# [Advice required] 2nd Hand PS2



## SaiyanGoku (Jan 17, 2013)

One of my friends is looking to sell his 3-4 years old PS2 with games (don't know which games), as he'll be buying a PS3 slim. I'm thinking of buying it as my first console. I played WWE All stars on it and it works fine and none of parts are damaged at all . what should be the ideal buying price without the games and with games ? (I'll ask him what games he's having later)


----------



## anirbandd (Jan 17, 2013)

actually, you have to be careful coz Sony has EOLed the PS2, so there will be no support/service from them if something happens unless its still under warranty. you dont want to sitting with a brick if it breaks down. the graphics are not comparable to PS3 too though it does support upto 1080p. 
and the wired controller means you have limited options of seating arrangement. 

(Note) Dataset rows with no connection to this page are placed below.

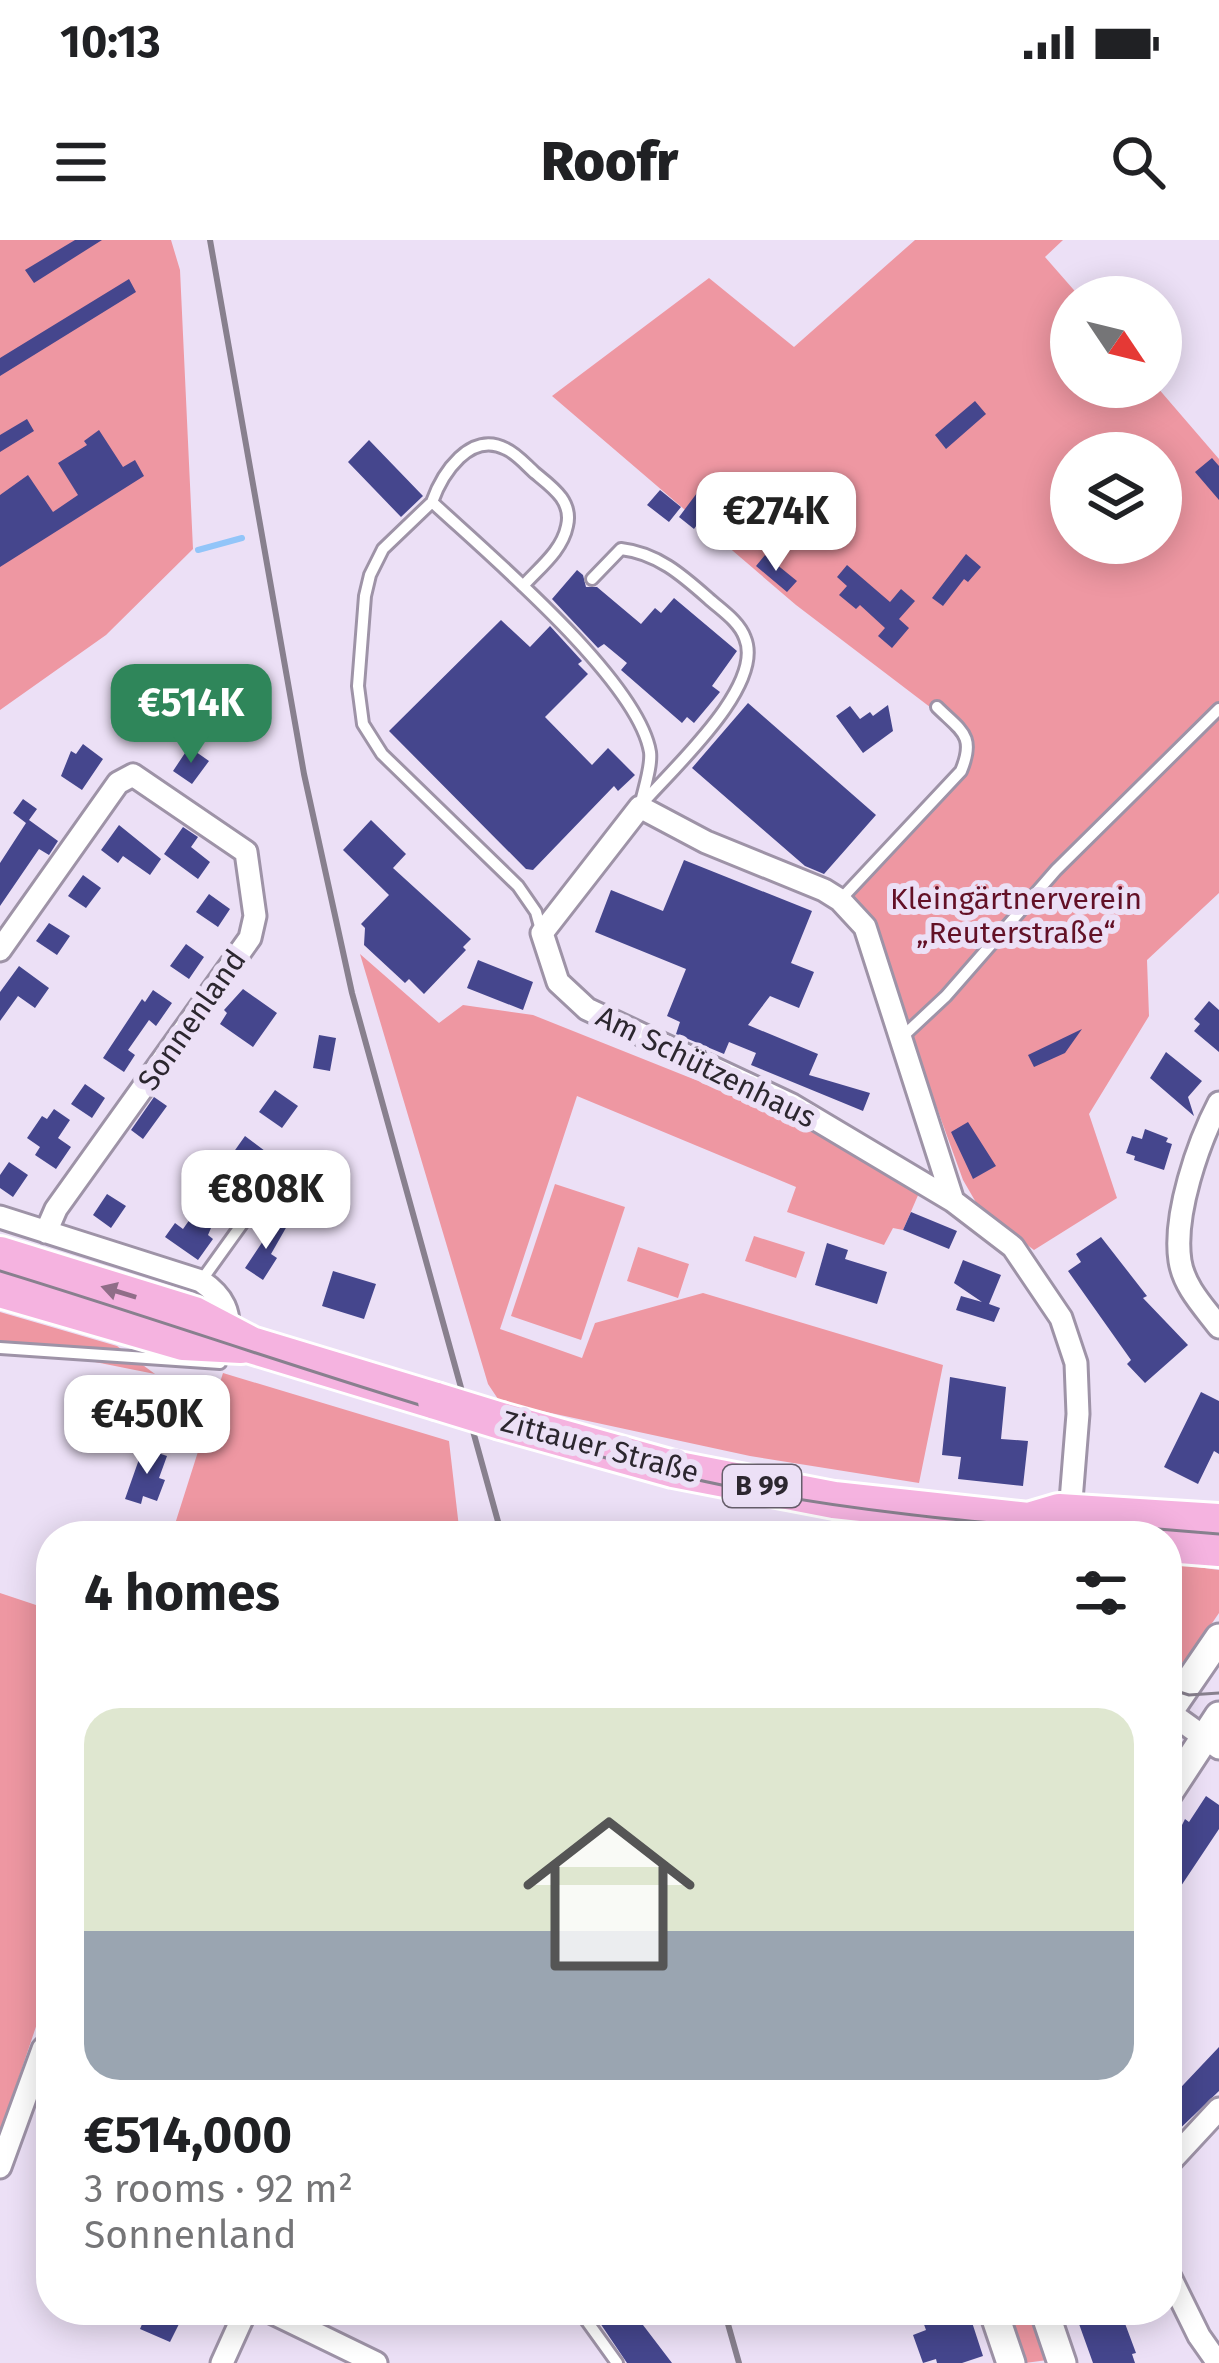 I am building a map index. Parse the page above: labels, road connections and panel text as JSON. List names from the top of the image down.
{
  "streets": {
    "main road": ["Zittauer Straße", "B 99"],
    "street": ["Sonnenland", "Am Schützenhaus"]
  },
  "parks": ["Kleingärtnerverein „Reuterstraße“"],
  "north": "bottom right",
  "page": {
    "status": "10:13",
    "header": "Roofr",
    "price": [
      "€274K",
      "€514K",
      "€808K",
      "€450K"
    ],
    "heading": "4 homes",
    "list": [
      {
        "name": "€514,000",
        "note": "3 rooms · 92 m² · Sonnenland"
      }
    ]
  }
}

on the flipside, the games are real cheap and has some blockbusters too. 

the last i knew, a new PS2 was selling for ~6k. if its out of warranty, dont pay anything over 1.5k-2k. 

btw, you too should consider getting a PS3, coz then both you and your friend will be able to buy games and share, so cost will be less. and 2nd hand games are avalable real cheap on ivgdotcom. plus with the next gen PS almost knocking on the door, prices of the current gen games are bound to go down unless PS4 has backwards compatibility.


----------